Os pagamentos em Bitcoin parecem, para as empresas, muitas vezes práticos e rápidos, mas podem revelar muito mais do que apenas o valor da fatura. Uma wallet reutilizada, uma contraparte visível ou uma ligação através de uma exchange de criptomoedas pode ser suficiente para expor movimentos de tesouraria e relações comerciais.
As wallets vazam já antes do envio
Investigadores da KU Leuven testaram em julho de 2026 85 carteiras populares de extensões de browser e verificaram que as próprias wallets podiam já vazar informação. Para mostrar um saldo, estas wallets enviam muitas vezes um pedido para um servidor externo, sendo o endereço transmitido em claro. No estudo, isso aconteceu em 36 wallets, o que corresponde a cerca de 82% das instalações analisadas.
Isto é relevante para qualquer pessoa que pense que a privacidade só se torna um problema quando uma transação fica registada na blockchain. Em 17 wallets, os websites também conseguiam estabelecer ligações entre diferentes endereços do mesmo utilizador. Em 22 das 36 wallets afetadas, um endereço permaneceu visível mesmo depois de o acesso ter sido revogado e o browser ter sido reiniciado.
Os investigadores observaram ainda que, por vezes, os websites conseguiam ver quais as extensões de wallet que alguém tinha instalado, mesmo sem essa pessoa ligar uma wallet. Das 36 wallets afetadas, 23 conseguiam também vazar um endereço através de conteúdo de outro website, sem que o utilizador clicasse em nada.
Do endereço à identidade
Assim que um endereço fica visível, a análise da blockchain pode fazer o resto do trabalho. Os analistas procuram padrões que mostrem que vários endereços pertencem à mesma pessoa ou organização. O Bitcoin é, neste contexto, pseudónimo e não anónimo: os endereços não dizem diretamente quem alguém é, mas podem ser associados a uma identidade real através de KYC nas exchanges ou através de endereços públicos em websites e canais sociais.

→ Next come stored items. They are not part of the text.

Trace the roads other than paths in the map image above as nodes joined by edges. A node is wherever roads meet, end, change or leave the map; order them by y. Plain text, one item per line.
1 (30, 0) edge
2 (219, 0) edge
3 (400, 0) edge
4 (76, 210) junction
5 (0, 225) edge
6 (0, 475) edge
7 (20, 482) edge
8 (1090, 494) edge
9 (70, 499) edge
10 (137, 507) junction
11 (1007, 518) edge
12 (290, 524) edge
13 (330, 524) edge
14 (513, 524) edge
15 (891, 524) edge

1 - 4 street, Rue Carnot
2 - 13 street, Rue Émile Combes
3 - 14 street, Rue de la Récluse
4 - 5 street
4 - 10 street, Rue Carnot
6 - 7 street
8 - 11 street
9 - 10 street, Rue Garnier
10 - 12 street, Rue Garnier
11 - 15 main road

A KU Leuven concluiu também que 17 wallets, no total com cerca de 23 milhões de instalações, conseguiam expor ligações entre diferentes endereços. Isso torna mais fácil para um observador externo reconstruir um padrão de pagamentos mais amplo do que muitos utilizadores esperam. Para as empresas, um único pagamento a um fornecedor pode assim tornar visíveis pagamentos anteriores, movimentos de tesouraria e outras contrapartes.
Também as privacy coins alteram apenas parcialmente este cenário. Monero e Zcash tornam o tracing mais difícil, mas a maioria dos pagamentos empresariais em Bitcoin continua a passar por um registo público em que cada passo permanece visível. Ao mesmo tempo, técnicas orientadas para a privacidade, como o PayJoin e a Lightning Network, estão sob pressão de ferramentas de vigilância cada vez mais sofisticadas.
Porque é que isto importa para a Europa
Para os utilizadores e empresas europeus de criptomoedas, isto é mais do que um detalhe técnico. Quem trabalha com Bitcoin pode, sem querer, revelar informação sensível a concorrentes, parceiros comerciais ou investigadores que sigam um rasto de pagamentos. Isso torna a escolha da wallet, a gestão de endereços e a forma como um pagamento é enviado mais importantes do que muitos utilizadores pensam.
A questão também se relaciona com a conformidade. As exchanges reguladas associam endereços a dados de clientes através de KYC, o que significa que, por vezes, um endereço visível basta para desvendar uma rede mais ampla de transações. Para as empresas que pagam com criptomoedas, a ideia central continua, por isso, a ser simples: uma transação de Bitcoin é muitas vezes menos privada do que parece à primeira vista.
Anteriormente, a movimentação de antigas wallets de Bitcoin já tinha chamado mais atenção para a dificuldade de separar endereços e propriedade entre si.